(Saved data entries)
##############################

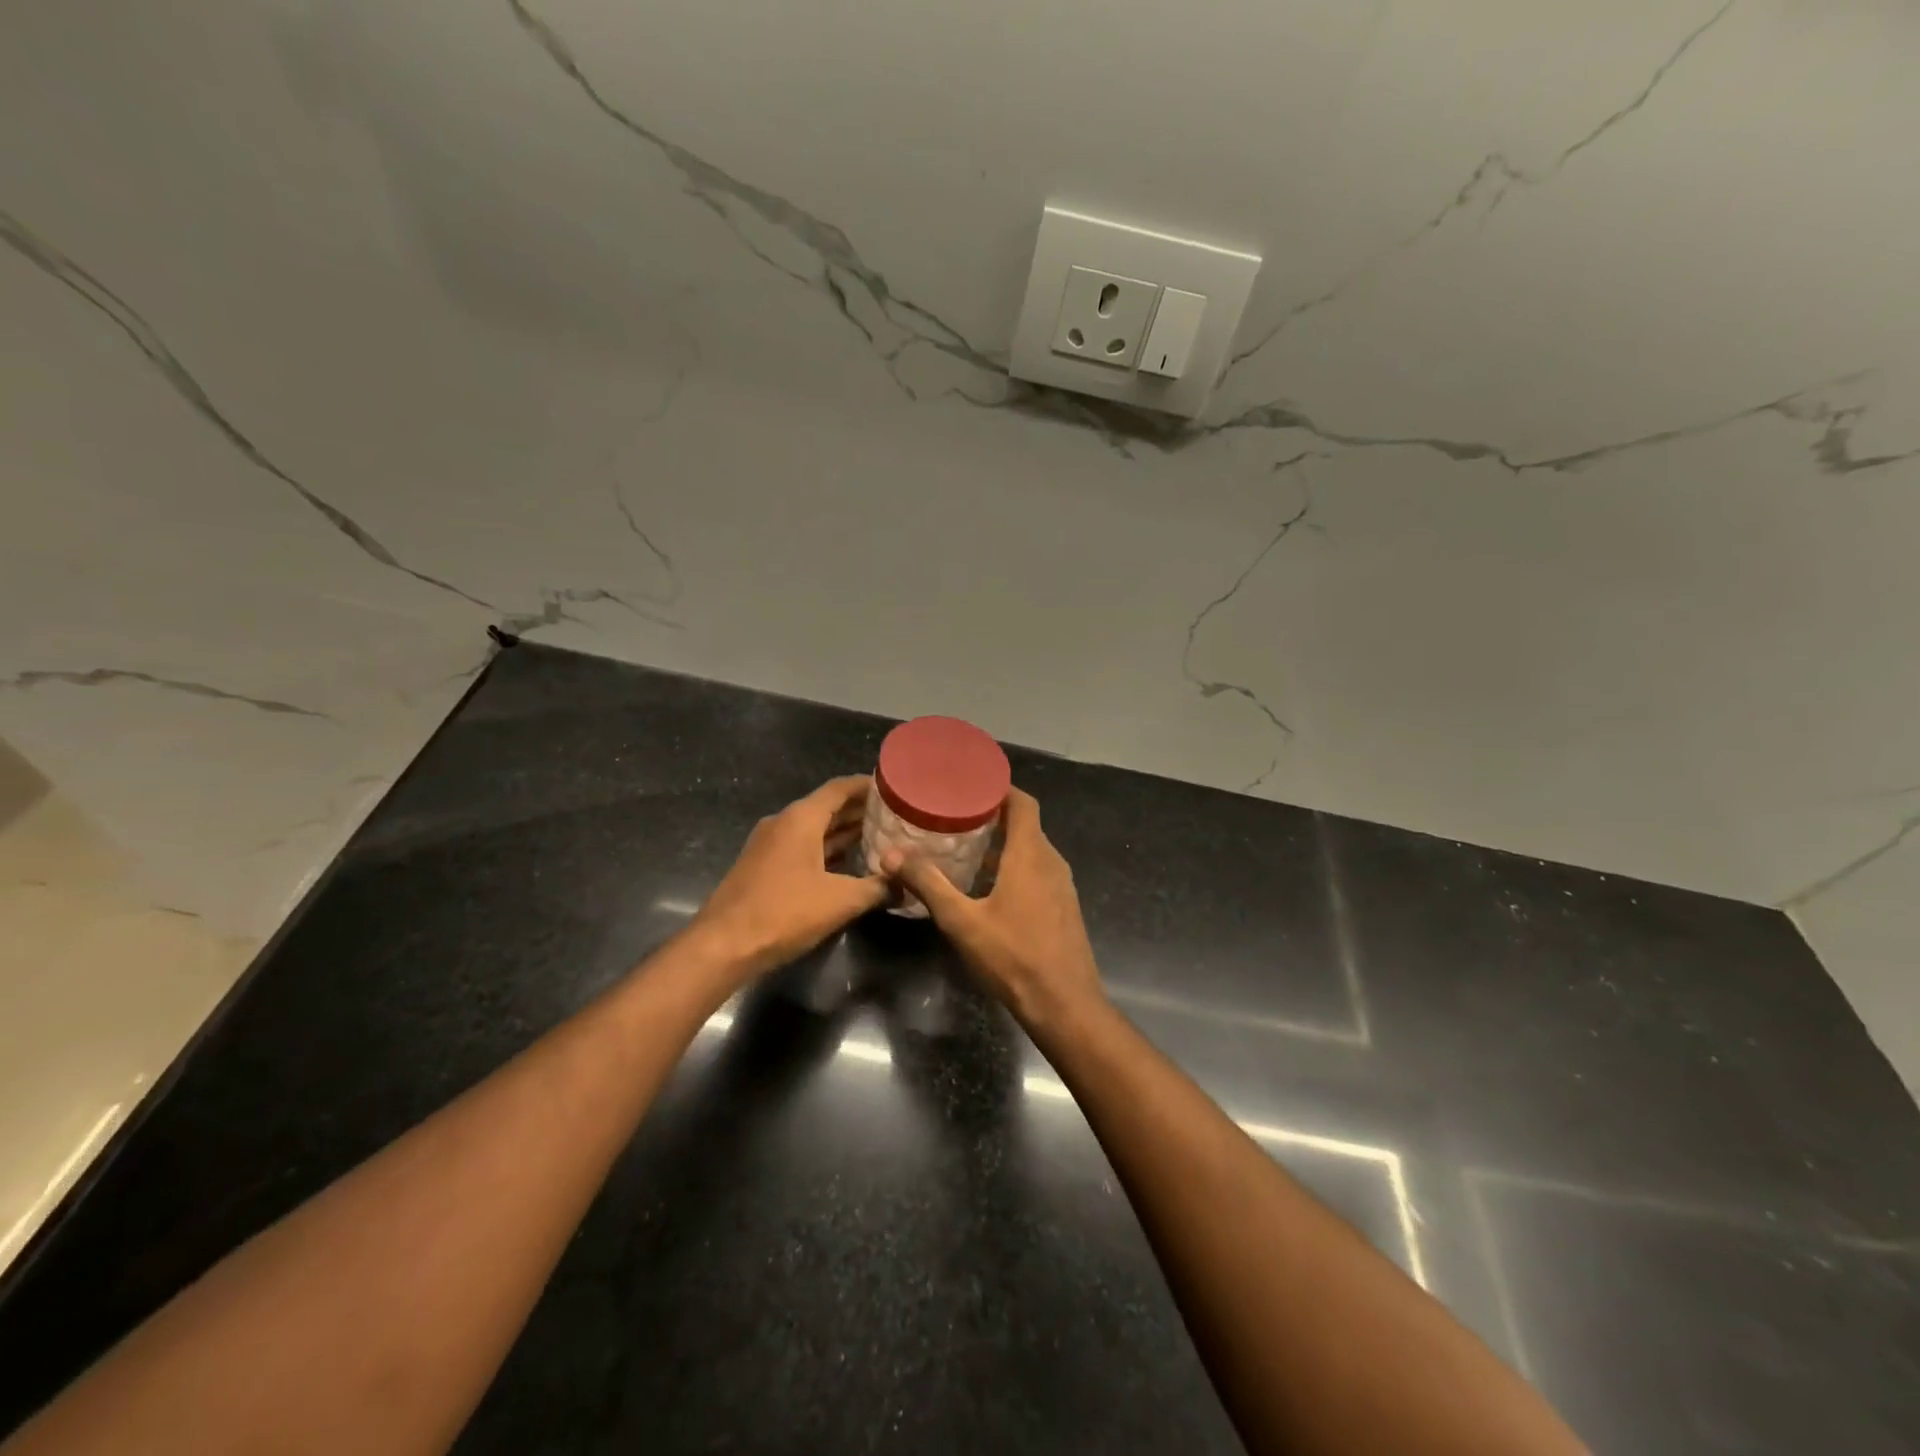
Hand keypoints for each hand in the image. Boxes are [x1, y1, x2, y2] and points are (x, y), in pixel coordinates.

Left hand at [689, 776, 889, 982]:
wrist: (723, 945)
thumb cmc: (784, 912)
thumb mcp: (840, 901)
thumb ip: (877, 888)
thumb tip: (906, 885)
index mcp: (801, 818)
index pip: (840, 788)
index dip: (868, 786)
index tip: (896, 789)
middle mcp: (783, 823)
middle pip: (828, 807)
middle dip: (861, 811)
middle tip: (896, 817)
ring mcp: (770, 844)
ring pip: (815, 829)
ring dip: (844, 832)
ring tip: (880, 838)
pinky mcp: (764, 866)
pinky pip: (802, 847)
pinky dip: (826, 850)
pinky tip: (849, 865)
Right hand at [882, 787, 1104, 1032]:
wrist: (1065, 1005)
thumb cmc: (1013, 957)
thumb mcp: (962, 921)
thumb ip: (928, 884)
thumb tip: (891, 855)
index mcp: (1031, 854)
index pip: (1023, 802)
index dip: (1000, 788)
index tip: (970, 784)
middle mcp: (1051, 862)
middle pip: (1025, 825)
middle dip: (993, 817)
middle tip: (954, 816)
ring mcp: (1062, 886)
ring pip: (1032, 851)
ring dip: (1002, 845)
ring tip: (965, 848)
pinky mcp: (1063, 907)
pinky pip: (1038, 872)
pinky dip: (1014, 867)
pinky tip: (987, 887)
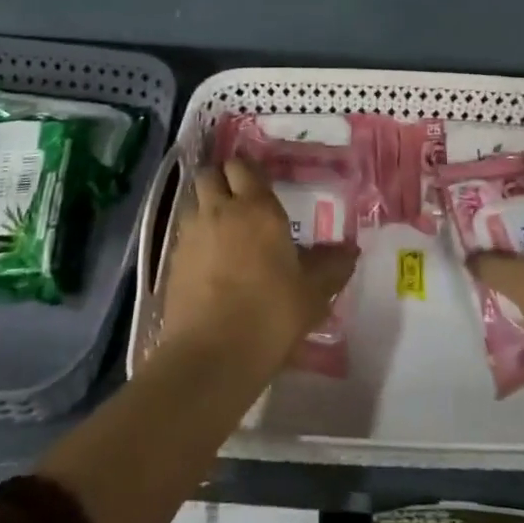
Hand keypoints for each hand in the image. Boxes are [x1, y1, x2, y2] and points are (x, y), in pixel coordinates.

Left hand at [158, 158, 358, 376]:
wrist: (212, 356)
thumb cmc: (271, 314)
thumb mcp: (313, 293)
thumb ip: (332, 267)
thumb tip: (351, 250)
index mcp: (256, 207)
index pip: (243, 166)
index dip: (248, 171)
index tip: (259, 182)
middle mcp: (219, 210)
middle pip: (210, 175)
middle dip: (220, 180)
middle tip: (237, 199)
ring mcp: (191, 234)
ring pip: (192, 202)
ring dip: (204, 207)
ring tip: (220, 228)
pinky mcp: (172, 261)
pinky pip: (182, 235)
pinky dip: (193, 239)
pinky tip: (206, 261)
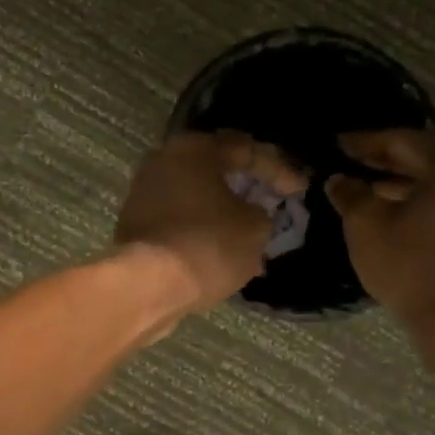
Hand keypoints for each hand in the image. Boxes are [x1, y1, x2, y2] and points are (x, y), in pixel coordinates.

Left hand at [115, 132, 306, 311]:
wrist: (148, 285)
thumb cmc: (208, 244)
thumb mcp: (255, 228)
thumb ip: (261, 213)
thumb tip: (250, 213)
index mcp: (193, 149)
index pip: (244, 149)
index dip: (277, 169)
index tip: (298, 190)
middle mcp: (162, 161)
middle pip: (214, 170)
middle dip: (246, 188)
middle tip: (271, 203)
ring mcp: (143, 194)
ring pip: (195, 197)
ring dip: (223, 212)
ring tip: (250, 232)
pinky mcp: (135, 226)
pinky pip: (179, 220)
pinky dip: (202, 230)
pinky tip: (222, 250)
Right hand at [326, 129, 434, 329]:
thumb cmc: (409, 267)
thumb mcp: (366, 226)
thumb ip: (350, 193)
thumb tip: (339, 179)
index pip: (403, 141)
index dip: (366, 142)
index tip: (338, 144)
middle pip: (429, 154)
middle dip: (389, 157)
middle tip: (354, 159)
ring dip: (408, 178)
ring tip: (372, 185)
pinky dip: (429, 196)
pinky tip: (401, 207)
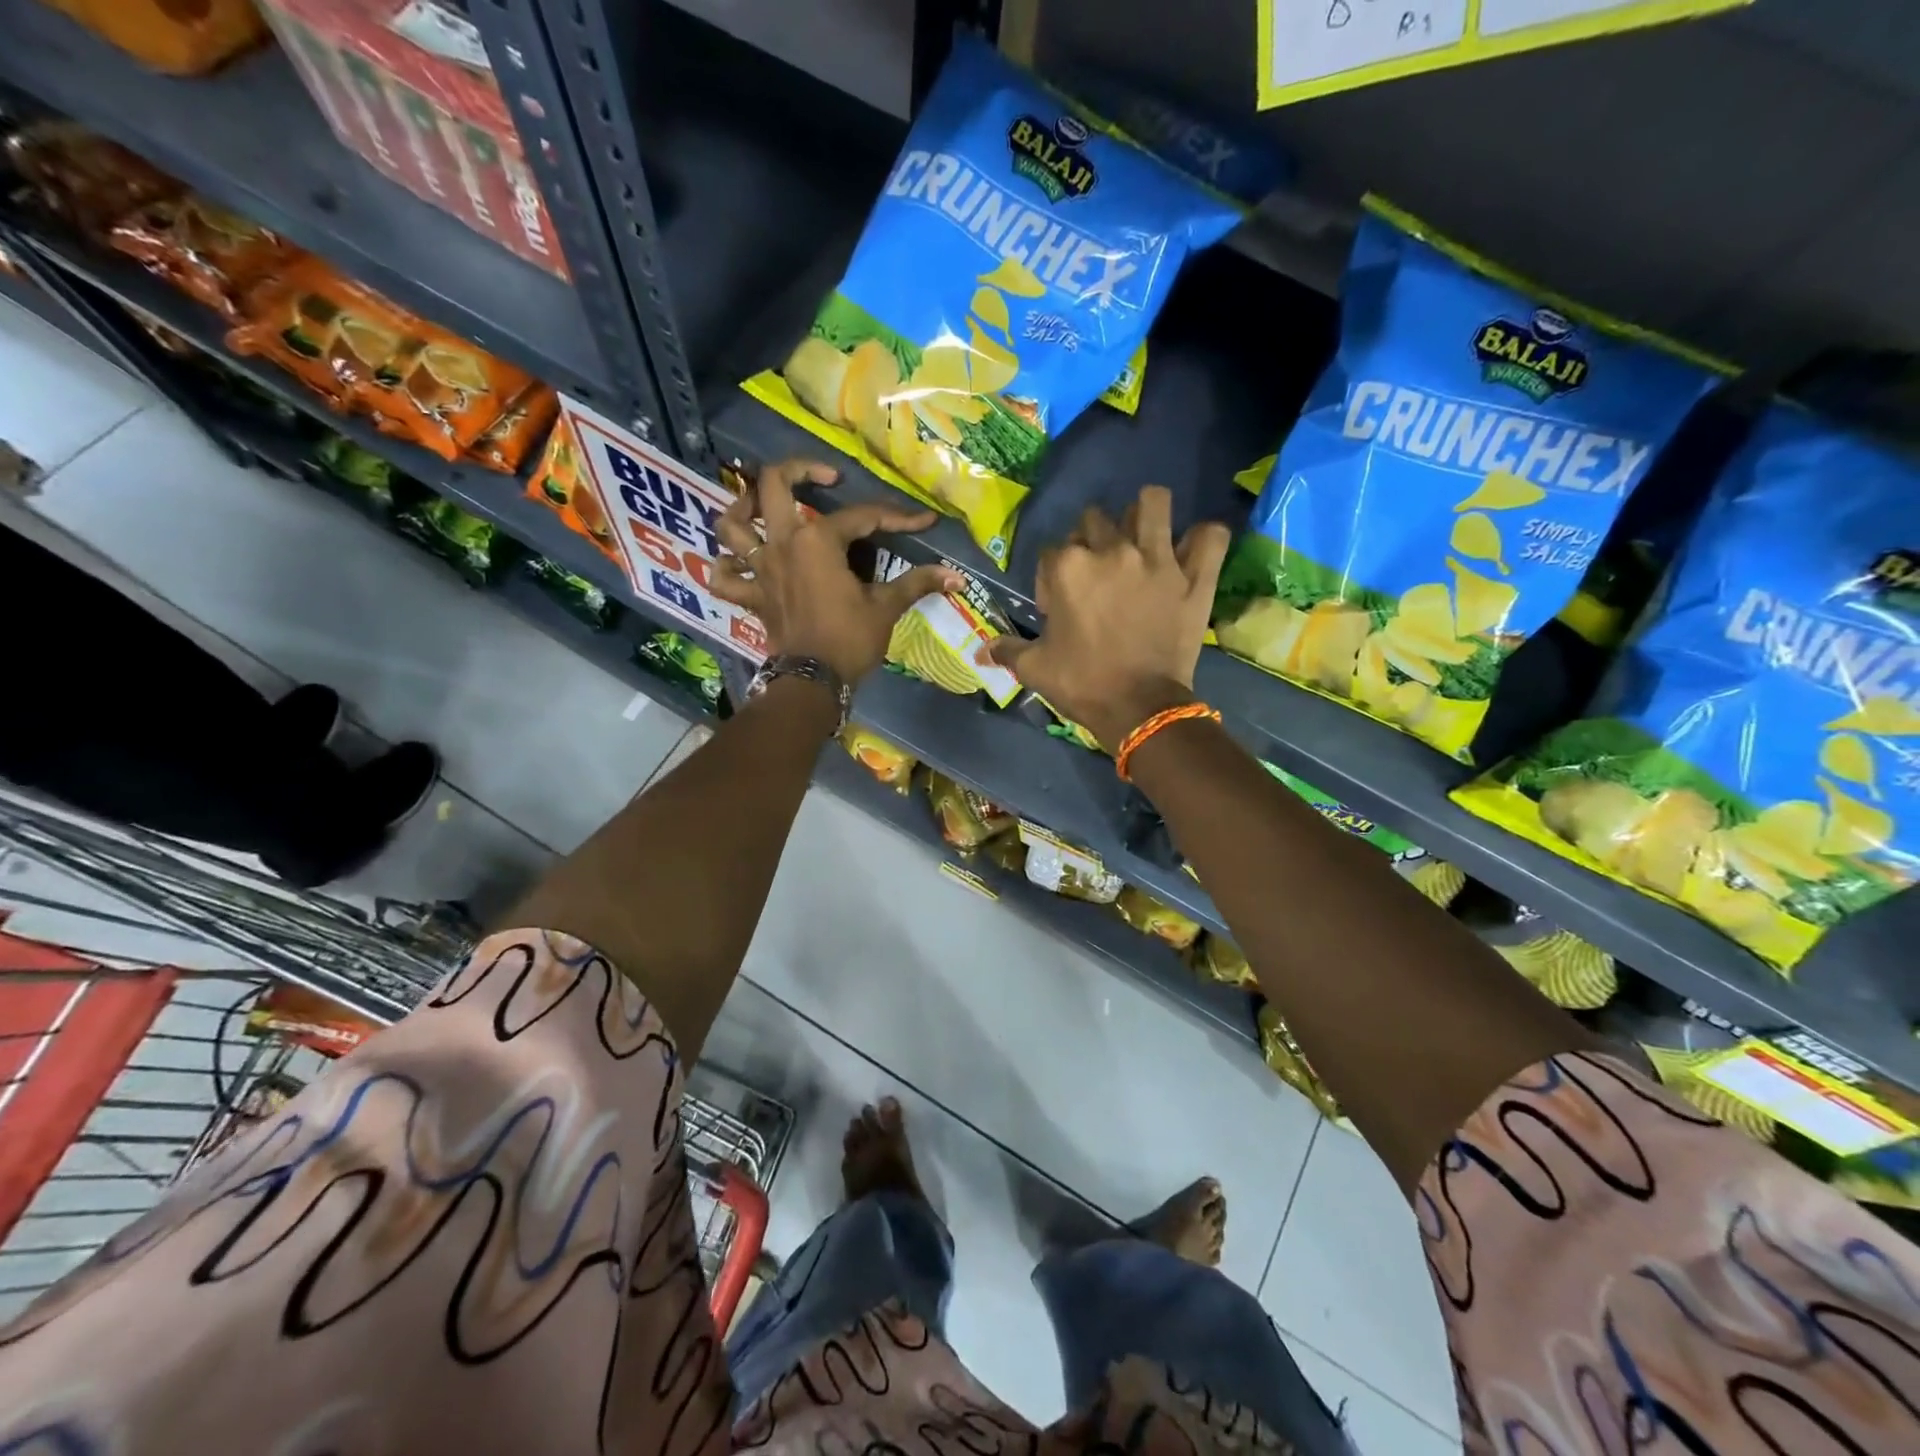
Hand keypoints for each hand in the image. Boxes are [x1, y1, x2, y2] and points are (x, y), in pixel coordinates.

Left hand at [711, 460, 960, 683]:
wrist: (812, 682)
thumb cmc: (849, 640)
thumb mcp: (886, 608)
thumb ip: (917, 584)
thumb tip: (957, 577)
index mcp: (817, 541)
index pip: (862, 517)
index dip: (896, 518)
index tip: (923, 522)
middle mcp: (781, 543)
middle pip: (773, 485)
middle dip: (798, 469)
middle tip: (825, 478)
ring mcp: (760, 569)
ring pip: (731, 524)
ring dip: (741, 508)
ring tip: (759, 505)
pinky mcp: (751, 596)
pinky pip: (722, 576)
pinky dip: (724, 566)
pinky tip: (737, 562)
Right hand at [988, 487, 1230, 749]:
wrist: (1140, 709)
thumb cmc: (1083, 684)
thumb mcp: (1035, 669)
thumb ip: (1007, 651)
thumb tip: (979, 653)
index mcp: (1068, 567)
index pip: (1051, 551)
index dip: (1050, 578)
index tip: (1057, 607)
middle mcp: (1112, 550)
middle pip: (1096, 519)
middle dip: (1091, 541)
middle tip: (1097, 576)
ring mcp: (1158, 559)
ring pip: (1152, 503)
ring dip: (1144, 515)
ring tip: (1142, 540)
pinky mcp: (1194, 576)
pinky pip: (1209, 536)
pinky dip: (1202, 539)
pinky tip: (1190, 551)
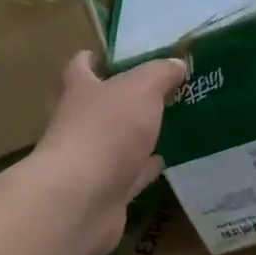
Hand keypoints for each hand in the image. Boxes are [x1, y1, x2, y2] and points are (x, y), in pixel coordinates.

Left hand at [34, 51, 184, 254]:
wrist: (82, 198)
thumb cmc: (106, 131)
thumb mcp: (140, 89)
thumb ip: (159, 74)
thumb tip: (176, 63)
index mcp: (80, 91)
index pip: (80, 67)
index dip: (94, 58)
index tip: (115, 55)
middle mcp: (78, 123)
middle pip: (96, 105)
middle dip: (119, 99)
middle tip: (152, 91)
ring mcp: (90, 160)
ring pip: (114, 142)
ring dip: (133, 135)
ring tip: (163, 124)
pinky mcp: (104, 192)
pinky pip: (128, 175)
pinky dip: (143, 168)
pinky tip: (162, 162)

##############################

**Problem description:** Every line from the one bearing "thumb ip: (1007, 651)" through the end of the data above must be output exactly, and no picture may appear.

**The completed task:**
thumb ip: (1007, 651)
thumb tip: (979, 653)
index mcp: (1068, 567)
index pip: (1051, 551)
index dip: (1050, 578)
index tip: (1057, 607)
middle mcp: (1112, 550)
middle pip: (1096, 519)
middle dip: (1091, 541)
middle tip: (1097, 576)
ring mcp: (1158, 559)
ring pip: (1152, 503)
ring dip: (1144, 515)
ring tip: (1142, 540)
pinky mcp: (1194, 576)
pinky pip: (1209, 536)
pinky dip: (1202, 539)
pinky tip: (1190, 551)
Hand keypoints for each hand in the image. Boxes are [x1, y1, x2, y2] and points are (x, y), in pixel coordinates.

Left hand at [34, 51, 184, 254]:
wrist: (82, 198)
thumb cmc: (106, 131)
thumb mcp: (140, 89)
thumb ip: (159, 74)
thumb tip: (176, 63)
index mcp: (80, 91)
index pip: (80, 67)
index dip: (94, 58)
index tip: (115, 55)
middle mcp: (78, 123)
middle pip: (96, 105)
middle dip: (119, 99)
middle tip: (152, 91)
ring mcp: (90, 160)
ring pip: (114, 142)
ring dip: (133, 135)
ring tip: (163, 124)
pinky mcp: (104, 192)
pinky pip: (128, 175)
pinky dip: (143, 168)
pinky tip: (162, 162)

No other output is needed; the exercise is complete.